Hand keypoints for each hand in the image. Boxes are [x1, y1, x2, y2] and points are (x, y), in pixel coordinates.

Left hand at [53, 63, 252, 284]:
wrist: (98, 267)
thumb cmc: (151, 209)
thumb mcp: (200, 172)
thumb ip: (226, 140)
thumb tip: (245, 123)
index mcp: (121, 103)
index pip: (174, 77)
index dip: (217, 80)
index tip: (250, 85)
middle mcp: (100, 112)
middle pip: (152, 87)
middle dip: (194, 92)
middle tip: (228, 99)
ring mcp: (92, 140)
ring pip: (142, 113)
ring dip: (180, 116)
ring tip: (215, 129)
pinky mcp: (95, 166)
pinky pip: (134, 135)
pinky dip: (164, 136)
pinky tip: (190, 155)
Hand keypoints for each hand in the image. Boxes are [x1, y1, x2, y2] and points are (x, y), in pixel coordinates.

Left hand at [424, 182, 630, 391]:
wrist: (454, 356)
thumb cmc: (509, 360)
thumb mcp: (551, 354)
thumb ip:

□ □ □

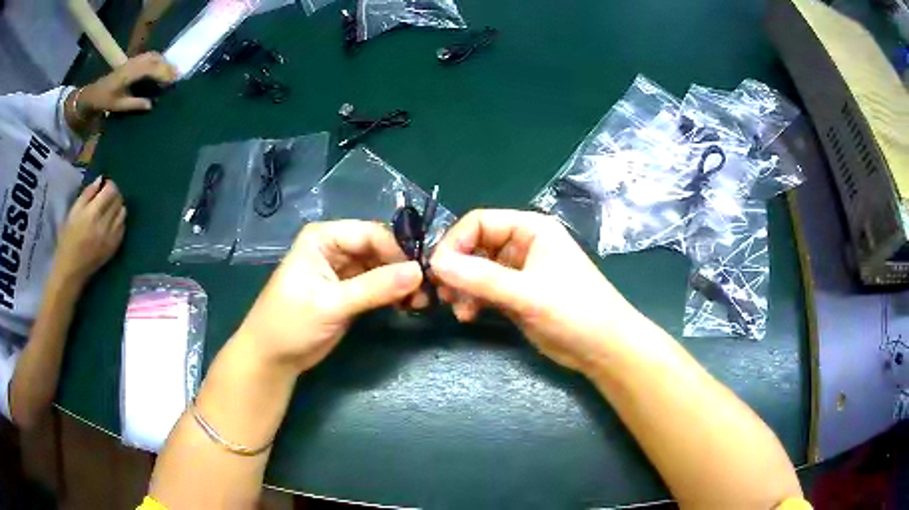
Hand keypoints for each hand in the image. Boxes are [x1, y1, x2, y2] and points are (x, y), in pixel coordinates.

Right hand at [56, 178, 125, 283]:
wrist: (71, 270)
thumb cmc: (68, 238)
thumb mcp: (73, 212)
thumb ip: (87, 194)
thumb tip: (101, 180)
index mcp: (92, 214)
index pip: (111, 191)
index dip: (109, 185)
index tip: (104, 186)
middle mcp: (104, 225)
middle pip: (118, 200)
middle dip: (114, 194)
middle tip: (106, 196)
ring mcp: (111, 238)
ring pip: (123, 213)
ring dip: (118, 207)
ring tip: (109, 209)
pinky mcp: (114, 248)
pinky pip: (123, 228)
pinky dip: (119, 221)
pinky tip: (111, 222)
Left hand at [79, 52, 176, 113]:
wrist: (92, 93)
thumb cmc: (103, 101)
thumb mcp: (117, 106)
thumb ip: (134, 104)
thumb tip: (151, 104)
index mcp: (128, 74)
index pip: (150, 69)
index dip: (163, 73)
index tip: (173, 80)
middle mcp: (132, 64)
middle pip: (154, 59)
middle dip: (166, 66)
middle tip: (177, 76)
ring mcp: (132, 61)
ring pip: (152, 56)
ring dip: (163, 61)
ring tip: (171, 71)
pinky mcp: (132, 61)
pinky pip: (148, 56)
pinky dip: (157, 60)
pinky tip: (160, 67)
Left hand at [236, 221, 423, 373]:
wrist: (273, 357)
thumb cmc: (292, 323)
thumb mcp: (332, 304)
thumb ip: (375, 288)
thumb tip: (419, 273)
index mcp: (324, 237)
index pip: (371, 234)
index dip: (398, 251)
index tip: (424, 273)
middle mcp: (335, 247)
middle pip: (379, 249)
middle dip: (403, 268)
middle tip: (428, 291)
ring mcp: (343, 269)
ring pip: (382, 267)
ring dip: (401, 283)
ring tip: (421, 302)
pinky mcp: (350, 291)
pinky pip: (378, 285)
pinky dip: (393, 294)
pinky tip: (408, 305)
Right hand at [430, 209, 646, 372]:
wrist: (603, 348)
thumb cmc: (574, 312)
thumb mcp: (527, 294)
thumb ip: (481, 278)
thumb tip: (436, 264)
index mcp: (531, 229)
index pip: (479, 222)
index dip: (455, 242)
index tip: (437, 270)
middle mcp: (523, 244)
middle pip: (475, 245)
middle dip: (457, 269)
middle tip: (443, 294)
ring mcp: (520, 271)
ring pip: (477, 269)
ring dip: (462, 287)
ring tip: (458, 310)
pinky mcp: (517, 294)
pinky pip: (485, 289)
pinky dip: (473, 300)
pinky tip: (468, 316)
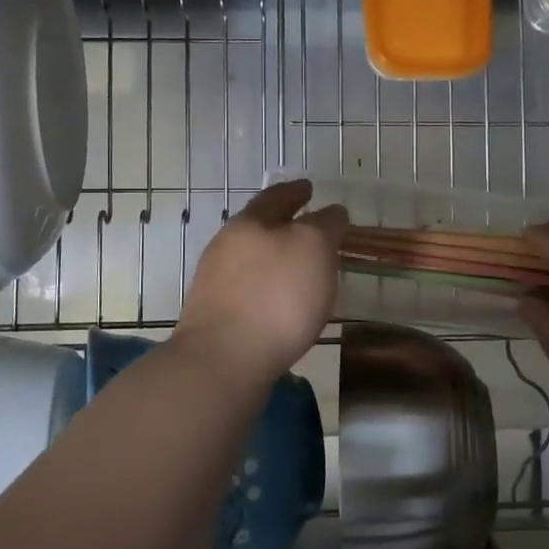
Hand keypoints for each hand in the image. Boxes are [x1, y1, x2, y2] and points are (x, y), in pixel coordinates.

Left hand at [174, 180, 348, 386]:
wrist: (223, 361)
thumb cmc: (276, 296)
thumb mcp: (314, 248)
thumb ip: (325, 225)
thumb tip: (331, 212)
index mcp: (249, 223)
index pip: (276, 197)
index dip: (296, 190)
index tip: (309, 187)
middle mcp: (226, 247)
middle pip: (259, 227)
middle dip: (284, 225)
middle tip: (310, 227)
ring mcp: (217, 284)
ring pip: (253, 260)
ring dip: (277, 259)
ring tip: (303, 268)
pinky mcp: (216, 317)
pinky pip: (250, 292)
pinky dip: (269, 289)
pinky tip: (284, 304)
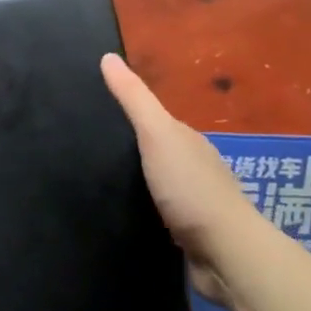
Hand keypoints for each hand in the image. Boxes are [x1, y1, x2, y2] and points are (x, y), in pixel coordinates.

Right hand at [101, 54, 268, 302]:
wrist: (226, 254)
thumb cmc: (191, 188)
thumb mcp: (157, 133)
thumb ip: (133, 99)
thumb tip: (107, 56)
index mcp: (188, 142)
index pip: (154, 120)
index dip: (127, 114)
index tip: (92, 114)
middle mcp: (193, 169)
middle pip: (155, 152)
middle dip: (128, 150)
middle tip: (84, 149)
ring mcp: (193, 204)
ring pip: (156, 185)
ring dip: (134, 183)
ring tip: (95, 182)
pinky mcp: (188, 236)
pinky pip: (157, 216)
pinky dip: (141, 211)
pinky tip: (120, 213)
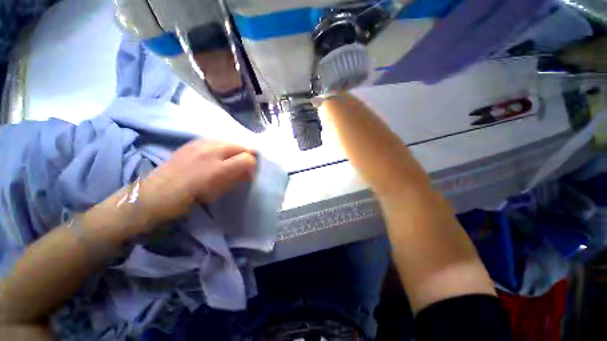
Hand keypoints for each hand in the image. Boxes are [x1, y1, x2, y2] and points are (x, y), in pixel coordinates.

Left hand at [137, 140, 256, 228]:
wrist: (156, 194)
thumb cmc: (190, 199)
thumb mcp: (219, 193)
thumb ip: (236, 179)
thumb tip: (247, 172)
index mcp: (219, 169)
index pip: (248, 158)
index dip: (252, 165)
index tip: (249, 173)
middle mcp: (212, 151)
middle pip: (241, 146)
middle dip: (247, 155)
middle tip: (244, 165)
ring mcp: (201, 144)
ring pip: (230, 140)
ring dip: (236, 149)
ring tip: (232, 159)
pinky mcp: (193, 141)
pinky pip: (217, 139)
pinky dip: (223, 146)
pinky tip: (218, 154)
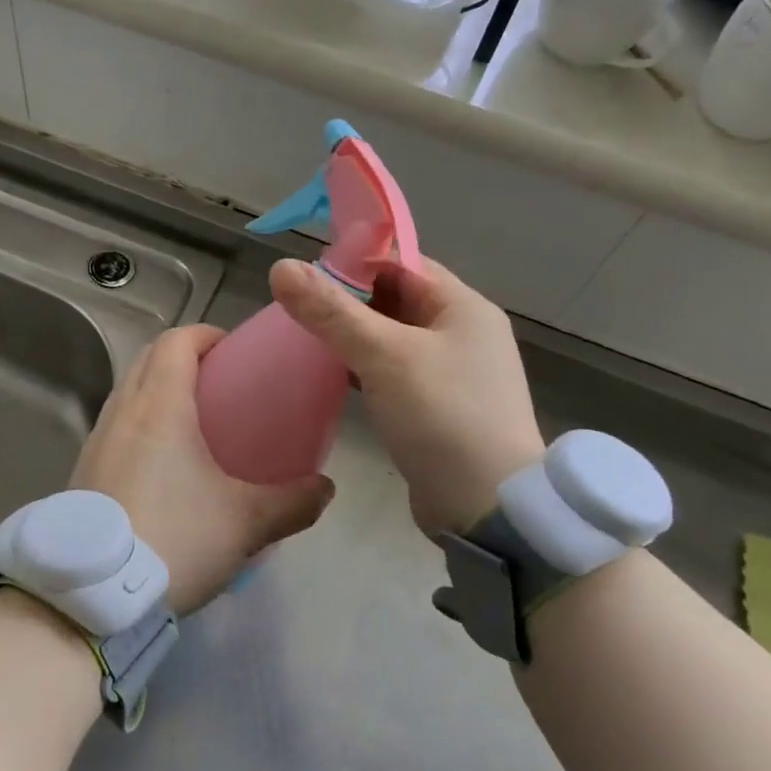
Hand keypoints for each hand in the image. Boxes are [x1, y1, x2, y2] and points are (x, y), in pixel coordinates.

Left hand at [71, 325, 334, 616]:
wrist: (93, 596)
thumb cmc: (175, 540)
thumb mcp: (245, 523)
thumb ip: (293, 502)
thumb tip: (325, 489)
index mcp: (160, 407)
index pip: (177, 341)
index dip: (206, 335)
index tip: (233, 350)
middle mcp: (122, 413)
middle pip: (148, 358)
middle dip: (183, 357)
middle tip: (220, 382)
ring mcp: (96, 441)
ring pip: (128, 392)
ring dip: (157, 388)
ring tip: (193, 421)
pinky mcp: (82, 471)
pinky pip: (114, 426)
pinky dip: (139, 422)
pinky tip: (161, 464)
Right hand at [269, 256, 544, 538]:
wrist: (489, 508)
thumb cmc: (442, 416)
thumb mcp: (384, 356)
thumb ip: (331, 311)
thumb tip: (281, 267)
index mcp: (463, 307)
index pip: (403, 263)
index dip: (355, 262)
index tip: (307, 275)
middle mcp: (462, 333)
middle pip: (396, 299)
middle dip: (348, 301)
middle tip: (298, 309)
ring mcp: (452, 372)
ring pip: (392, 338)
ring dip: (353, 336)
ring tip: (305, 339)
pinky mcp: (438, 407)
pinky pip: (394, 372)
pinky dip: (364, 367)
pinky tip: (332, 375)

□ □ □

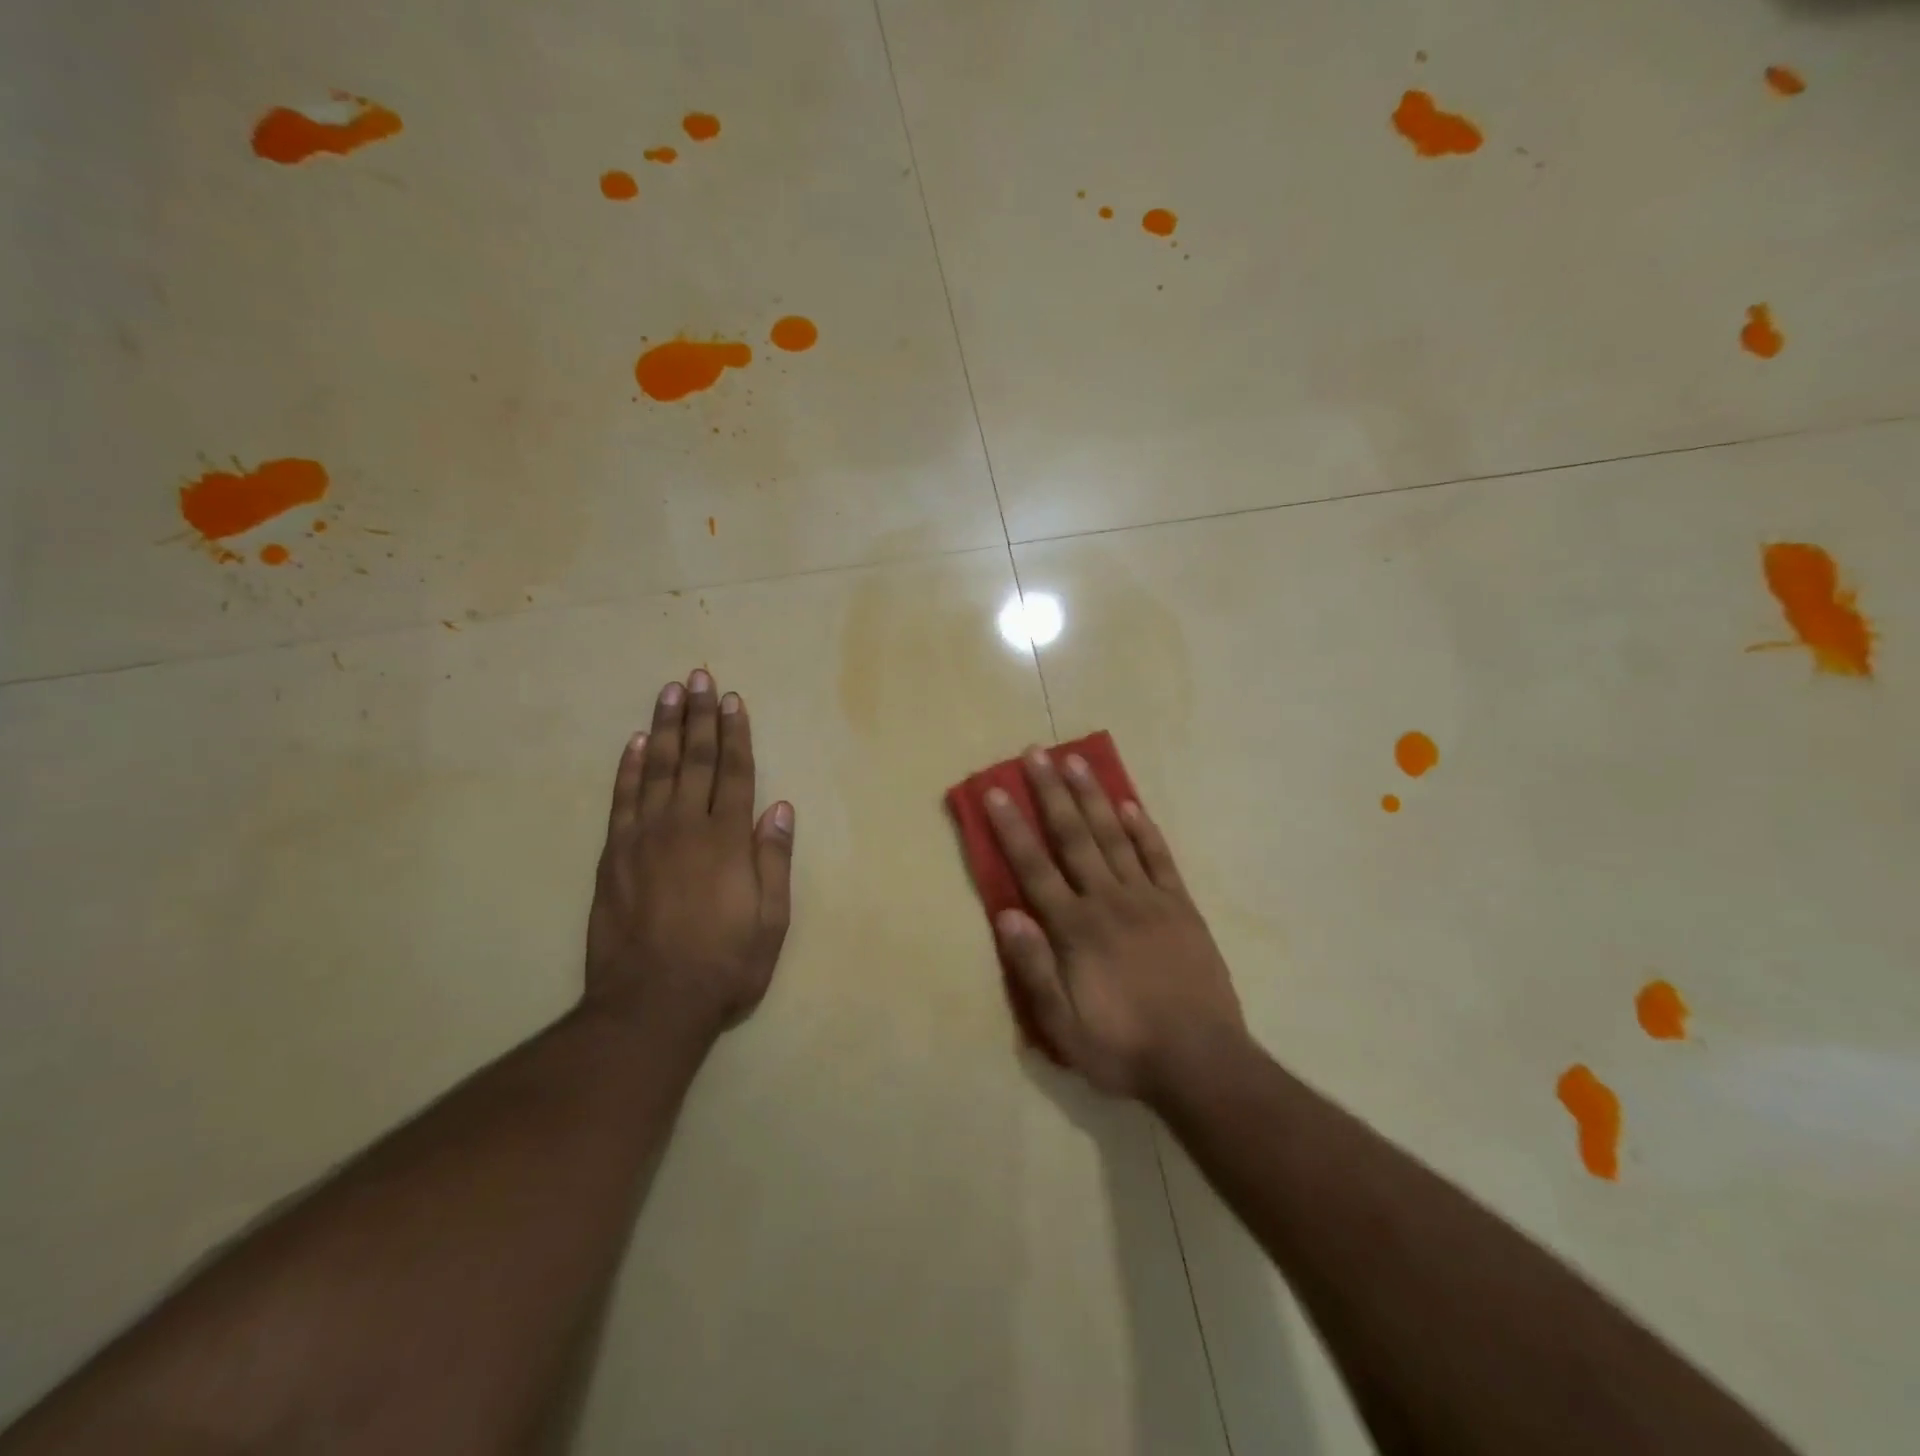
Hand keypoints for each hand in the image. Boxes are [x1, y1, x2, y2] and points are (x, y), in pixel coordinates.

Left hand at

□ □ □

Which lines of the entries above contain the word "Left"? Copy each of them.

Left hand at [53, 63, 252, 284]:
Left hand at [424, 182, 630, 391]:
Left hand at [79, 52, 176, 113]:
Left hand at [236, 221, 423, 373]:
Left hand at [174, 180, 348, 386]:
Left hand at [137, 140, 256, 228]:
Left hand at [71, 325, 334, 616]:
Left hand at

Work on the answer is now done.